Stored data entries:

((

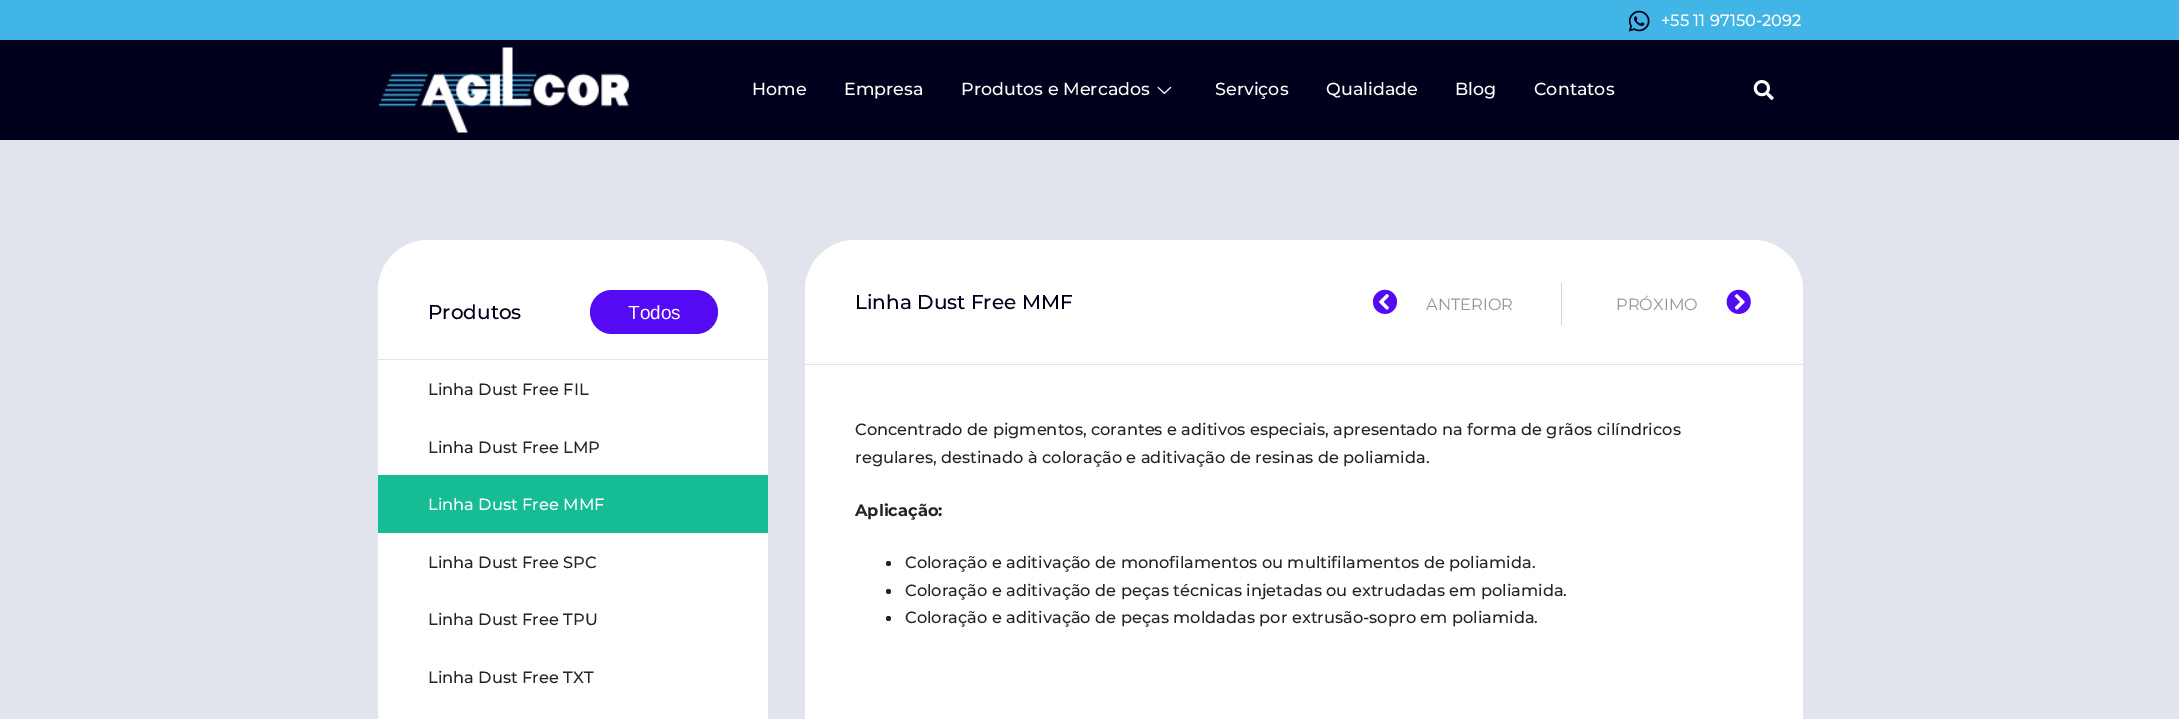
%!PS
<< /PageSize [2179 719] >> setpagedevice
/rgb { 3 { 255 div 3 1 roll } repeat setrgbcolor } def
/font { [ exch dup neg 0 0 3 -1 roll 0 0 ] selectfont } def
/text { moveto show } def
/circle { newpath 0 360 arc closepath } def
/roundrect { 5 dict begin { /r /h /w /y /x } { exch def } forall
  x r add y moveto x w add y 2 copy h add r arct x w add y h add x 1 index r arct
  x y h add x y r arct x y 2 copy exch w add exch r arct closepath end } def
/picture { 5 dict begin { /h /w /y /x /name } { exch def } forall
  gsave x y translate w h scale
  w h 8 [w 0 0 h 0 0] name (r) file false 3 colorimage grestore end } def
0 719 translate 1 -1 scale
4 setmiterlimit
65 182 230 rgb
0 0 2179 719 rectfill
(img_01.rgb) 1628 10 22 22 picture
0 0 28 rgb
0 40 2179 100 rectfill
(img_02.rgb) 378 47 251 86 picture
(img_03.rgb) 1157 86 15 8 picture
(img_04.rgb) 1753 80 21 20 picture
225 228 237 rgb
0 140 2179 579 rectfill
255 255 255 rgb
378 240 390 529 50 roundrect fill
225 228 237 rgb
378 359 390 1 rectfill
84 11 244 rgb
590 290 128 44 22 roundrect fill
21 188 148 rgb
378 475 390 58 rectfill
255 255 255 rgb
805 240 998 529 50 roundrect fill
225 228 237 rgb
805 364 998 1 rectfill
(img_05.rgb) 1373 289 25 25 picture
212 212 212 rgb
1561 283 1 42 rectfill
(img_06.rgb) 1726 289 25 25 picture
36 36 36 rgb
888.5 563.5 2.5 circle fill
888.5 591.5 2.5 circle fill
888.5 618.5 2.5 circle fill
/Montserrat-Medium 16.25 font
255 255 255 rgb
(+55 11 97150-2092) 1661 26 text
/Montserrat-Medium 17.5 font
(Home) 752 95 text
(Empresa) 844 95 text
(Produtos e Mercados) 961 95 text
(Serviços) 1215 95 text
(Qualidade) 1326 95 text
(Blog) 1455 95 text
(Contatos) 1534 95 text
/Montserrat-Medium 20 font
0 0 28 rgb
(Produtos) 428 319 text
/LiberationSans-Regular 19 font
255 255 255 rgb
(Todos) 628 319 text
/Montserrat-Medium 16.25 font
36 36 36 rgb
(Linha Dust Free FIL) 428 395 text
(Linha Dust Free LMP) 428 453 text
255 255 255 rgb
(Linha Dust Free MMF) 428 510 text
36 36 36 rgb
(Linha Dust Free SPC) 428 568 text
(Linha Dust Free TPU) 428 625 text
(Linha Dust Free TXT) 428 683 text
/Montserrat-Medium 20 font
0 0 28 rgb
(Linha Dust Free MMF) 855 309 text
/Montserrat-Regular 16.25 font
150 150 150 rgb
(ANTERIOR) 1426 310 text
(PRÓXIMO) 1616 310 text
/Montserrat-Medium 16.25 font
36 36 36 rgb
(Concentrado de pigmentos, corantes e aditivos especiais, apresentado na forma de grãos cilíndricos) 855 435 text
(regulares, destinado à coloração e aditivação de resinas de poliamida.) 855 463 text
/Montserrat-Bold 16.25 font
(Aplicação:) 855 516 text
/Montserrat-Medium 16.25 font
(Coloração e aditivação de monofilamentos ou multifilamentos de poliamida.) 905 568 text
(Coloração e aditivação de peças técnicas injetadas ou extrudadas em poliamida.) 905 596 text
(Coloração e aditivação de peças moldadas por extrusão-sopro em poliamida.) 905 623 text
showpage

))

A word-for-word copy of the lines above from the one with "exch dup neg" through the one with "0 719 translate 1 -1 scale", inclusive, is the only output wanted.

§ ANSWER FOR THIS EXERCISE
/font { [ exch dup neg 0 0 3 -1 roll 0 0 ] selectfont } def
/text { moveto show } def
/circle { newpath 0 360 arc closepath } def
/roundrect { 5 dict begin { /r /h /w /y /x } { exch def } forall
  x r add y moveto x w add y 2 copy h add r arct x w add y h add x 1 index r arct
  x y h add x y r arct x y 2 copy exch w add exch r arct closepath end } def
/picture { 5 dict begin { /h /w /y /x /name } { exch def } forall
  gsave x y translate w h scale
  w h 8 [w 0 0 h 0 0] name (r) file false 3 colorimage grestore end } def
0 719 translate 1 -1 scale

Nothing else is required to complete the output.